The invention relates to a multi-edge collaborative load balancing task scheduling method based on reinforcement learning, which comprises the following steps: step S1: according to the historical data set, a reinforcement learning algorithm is used for evaluating the Q value of each adjustment operation under different system states; step S2: preprocessing the Q value of the adjustment operation in the Q value table constructed in the step S1, and then training a Q value prediction model by using a machine learning algorithm; step S3: each edge independently makes decisions in parallel according to the Q-value prediction model. The invention combines reinforcement learning and machine learning, and designs a multi-edge cooperative load balancing algorithm in the wireless metropolitan area network. Each edge node can independently perform load balancing scheduling between the edge node and the adjacent nodes by only using local information, and gradually search for a proper load balancing scheme through feedback control and multi-edge cooperation. The sought solution can effectively reduce the response time of the task.

Description

Multi-edge collaborative load balancing task scheduling method based on reinforcement learning
Technical Field
The invention relates to the field of load balancing scheduling strategies in edge calculation, in particular to a polygonal edge collaborative load balancing task scheduling method based on reinforcement learning.
Background
In recent years, advances in mobile computing technology have enabled users to experience a wide variety of applications. However, as the resource requirements of newly developed applications continue to grow, the computing power of mobile devices remains limited. A traditional approach to overcoming mobile device resource starvation is to utilize the abundant computing resources in the remote cloud. Mobile devices can reduce their workload and extend battery life by offloading computation-intensive tasks to remote cloud execution. However, long distances between the cloud and the user can cause delays in applications where user interaction is frequent, affecting the user experience. To minimize the delay in offloading tasks to the remote cloud, researchers propose to use edges closer to the user for offloading tasks.
An edge is a cluster of computers rich in resources that connect to nearby mobile users through a wireless network. By providing low latency access to its rich computing resources, edges can significantly improve the performance of mobile applications. Although edges are often defined as isolated "data centers in boxes," it is a clear benefit to connect multiple edges together to form a network. Cities are typically highly populated, meaning that edges will be available to a large number of users. This increases the cost effectiveness of the edges because they are less likely to be idle. In addition, due to the size of the network, wireless metropolitan area network service providers can take advantage of economies of scale in providing edge services over wireless metropolitan area networks, making the edge services more acceptable to the public.
One major problem faced by wireless metropolitan area network service providers is how to distribute user's task requests to different edges, so that the workload between edges in the wireless metropolitan area network is well balanced, thereby shortening the response time delay of tasks and enhancing the user's experience of using services. In particular, a large number of users in the network means that the workload of each edge will be highly unstable. If an edge is suddenly overwhelmed by a user request, the task response time of the edge will increase dramatically, resulting in delays in the user application and a reduction in the user experience.

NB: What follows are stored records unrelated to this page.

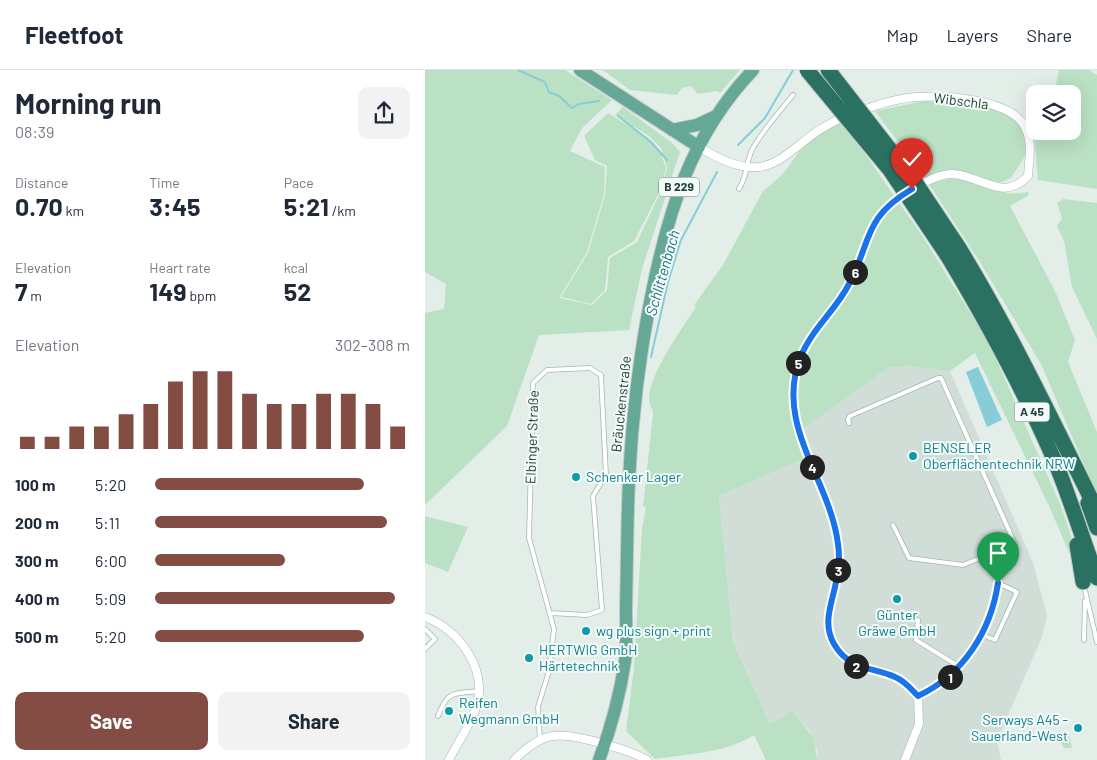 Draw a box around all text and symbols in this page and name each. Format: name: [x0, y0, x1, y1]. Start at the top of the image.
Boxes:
text: Fleetfoot: [25, 20, 123, 49]
text: Map: [886, 24, 918, 46]
text: Layers: [946, 24, 999, 46]
text: Share: [1027, 24, 1072, 46]
map controls: [1026, 85, 1081, 140]
button: layers: [1026, 85, 1081, 140]
text: Morning run: [15, 86, 162, 120]
button: share: [358, 87, 410, 139]
street label: Wibschla: [933, 89, 990, 112]
text: 08:39: [15, 122, 54, 141]
pin: [891, 138, 933, 189]
icon: check: [898, 145, 926, 173]
text: Distance: [15, 174, 68, 191]
text: Time: [149, 174, 180, 191]
text: Pace: [284, 174, 314, 191]
road number: B 229: [659, 178, 699, 196]
text: 0.70: [15, 191, 63, 221]
text: 3:45: [149, 191, 201, 221]
text: 5:21: [284, 191, 329, 221]
text: km: [63, 202, 84, 219]
text: /km: [329, 202, 356, 219]
water label: Schlittenbach: [641, 228, 683, 318]
text: Elevation: [15, 259, 71, 276]
text: Heart rate: [149, 259, 211, 276]
text: kcal: [284, 259, 308, 276]
pin: 6: [843, 260, 867, 284]
text: 6: [852, 264, 859, 281]
text: 7: [15, 276, 27, 306]
text: 149: [149, 276, 187, 306]
text: 52: [284, 276, 311, 306]
text: m: [27, 287, 42, 304]
text: bpm: [187, 287, 216, 304]
text: Elevation: [15, 335, 79, 354]
text: 302–308 m: [335, 335, 410, 354]
pin: 5: [785, 350, 811, 376]
street label: Bräuckenstraße: [607, 355, 634, 453]
text: 5: [795, 355, 802, 372]
street label: Elbinger Straße: [521, 390, 542, 484]
road number: A 45: [1015, 402, 1049, 422]
place label: BENSELER Oberflächentechnik NRW: [923, 439, 1075, 472]
marker: BENSELER Oberflächentechnik NRW: [907, 450, 919, 462]
pin: 4: [799, 454, 825, 480]
text: 4: [808, 459, 817, 476]
place label: Schenker Lager: [586, 468, 681, 485]
marker: Schenker Lager: [570, 471, 582, 483]
text: 100 m: [15, 475, 55, 494]
text: 5:20: [95, 475, 126, 494]
text: 200 m: [15, 513, 59, 532]
text: 5:11: [95, 513, 120, 532]
pin: [977, 532, 1019, 583]
icon: arrive: [984, 539, 1012, 567]
text: 300 m: [15, 551, 58, 570]
text: 6:00: [95, 551, 127, 570]
pin: 3: [825, 558, 851, 582]
text: 3: [835, 562, 842, 579]
text: 400 m: [15, 589, 59, 608]
text: 5:09: [95, 589, 126, 608]
marker: Günter Gräwe GmbH: [891, 593, 903, 605]
place label: Günter Gräwe GmbH: [858, 606, 936, 639]
place label: wg plus sign + print: [596, 622, 711, 639]
marker: wg plus sign + print: [580, 625, 592, 637]
text: 500 m: [15, 627, 58, 646]
text: 5:20: [95, 627, 126, 646]
place label: HERTWIG GmbH Härtetechnik: [539, 641, 637, 674]
marker: HERTWIG GmbH Härtetechnik: [523, 652, 535, 664]
pin: 2: [843, 654, 869, 678]
text: 2: [853, 658, 860, 675]
pin: 1: [937, 664, 963, 690]
text: 1: [948, 669, 953, 686]
button: Save: [15, 692, 208, 750]
button: Share: [218, 692, 410, 750]
place label: Reifen Wegmann GmbH: [459, 694, 559, 727]
marker: Reifen Wegmann GmbH: [443, 705, 455, 717]
place label: Serways A45 - Sauerland-West: [971, 711, 1068, 744]
marker: Serways A45 - Sauerland-West: [1072, 722, 1084, 734] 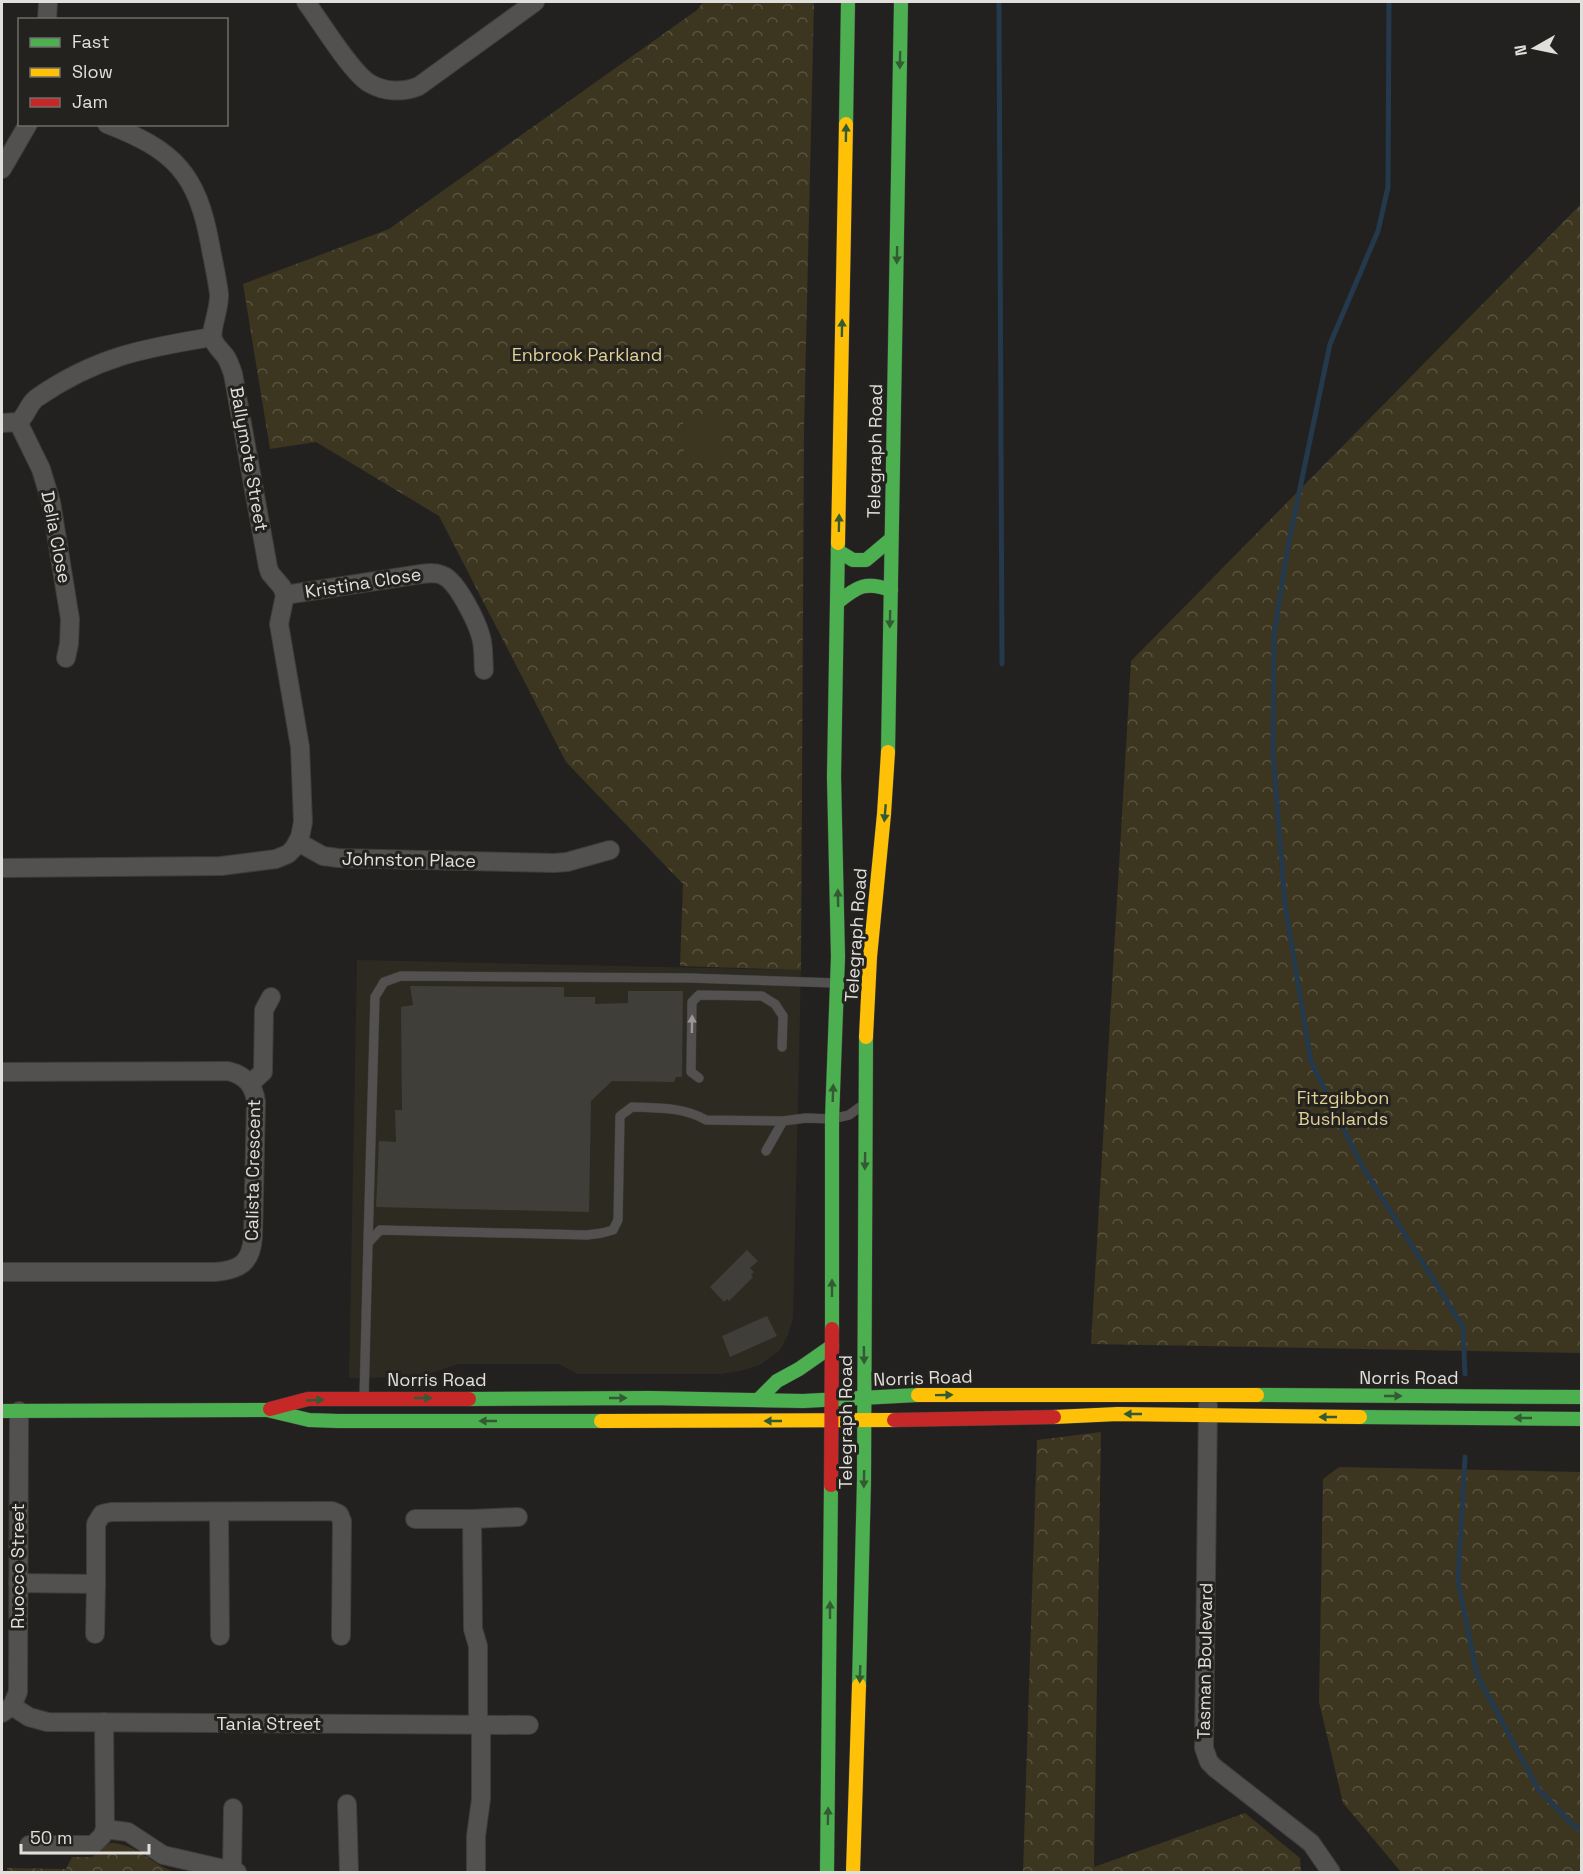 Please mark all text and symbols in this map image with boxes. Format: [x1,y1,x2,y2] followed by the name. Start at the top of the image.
[18,18,228,126] legend
[1505,18,1565,78] north arrow
[72,30,109,53] text: Fast
[1509,43,1532,57] text: N
[896,50,905,69] one-way arrow
[72,60,113,83] text: Slow
[72,90,108,113] text: Jam
[841,123,851,142] one-way arrow
[892,245,901,264] one-way arrow
[837,318,847,337] one-way arrow
[512,343,662,366] park label: Enbrook Parkland
[862,384,887,518] street label: Telegraph Road
[225,385,274,533] street label: Ballymote Street
[36,489,77,585] street label: Delia Close
[834,513,843,532] one-way arrow
[303,562,423,603] street label: Kristina Close
[885,609,895,628] one-way arrow
[880,804,890,823] one-way arrow
[342,847,476,872] street label: Johnston Place
[839,867,872,1003] street label: Telegraph Road
[833,888,843,907] one-way arrow
[687,1015,697,1034] one-way arrow
[829,1083,838,1102] one-way arrow
[1297,1086,1389,1130] park label: Fitzgibbon Bushlands
[240,1099,265,1241] street label: Calista Crescent
[860,1151,870,1170] one-way arrow
[827,1278,837,1297] one-way arrow
[859,1346,869,1365] one-way arrow
[834,1355,857,1489] street label: Telegraph Road
[873,1364,973,1391] street label: Norris Road
[1359,1366,1459,1389] street label: Norris Road
[387,1368,487,1391] street label: Norris Road
[934,1390,953,1400] one-way arrow
[1383,1391,1402,1401] one-way arrow
[608,1393,627,1403] one-way arrow
[413,1394,432,1403] one-way arrow
[305,1395,324,1404] one-way arrow
[1124,1409,1143,1419] one-way arrow
[1319,1412,1338,1422] one-way arrow
[1514,1413,1533,1423] one-way arrow
[478,1416,497,1426] one-way arrow
[764,1416,783,1426] one-way arrow
[859,1470,869,1489] one-way arrow
[6,1503,29,1629] street label: Ruocco Street
[1192,1582,1217,1740] street label: Tasman Boulevard
[825,1600,835,1619] one-way arrow
[856,1665,865,1684] one-way arrow
[217,1712,321,1735] street label: Tania Street
[823,1806,832,1825] one-way arrow
[21,1817,148,1855] scale bar
[30,1826,72,1849] text: 50 m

In order to prevent some edges from being overloaded, it is important to assign user requests to different edges so that the workload between the edges can be well balanced, thus reducing the maximum response time.
Disclosure of Invention
In view of the above, the present invention aims to provide a multi-edge collaborative load balancing task scheduling method based on reinforcement learning, which is used for solving the problem of multi-edge collaborative load balancing in a wireless metropolitan area network, each edge node independently performs load balancing scheduling between the node and an adjacent node based on local information, performs a single scheduling decision by a method combining reinforcement learning and machine learning, gradually searches for a proper load balancing scheme through feedback control and multi-edge collaboration, and can effectively reduce the response time of a task.
The invention is realized by adopting the following scheme: a polygonal edge collaborative load balancing task scheduling method based on reinforcement learning comprises the following steps:
step S1: according to the historical data set, using a reinforcement learning algorithm to evaluate the Q value of each adjustment operation under different multi-edge collaborative system states;
step S2: preprocessing the Q value of the adjustment operation in the Q value table constructed in the step S1, and then training a Q value prediction model by using a machine learning algorithm;
step S3: each edge independently makes decisions in parallel according to the Q-value prediction model.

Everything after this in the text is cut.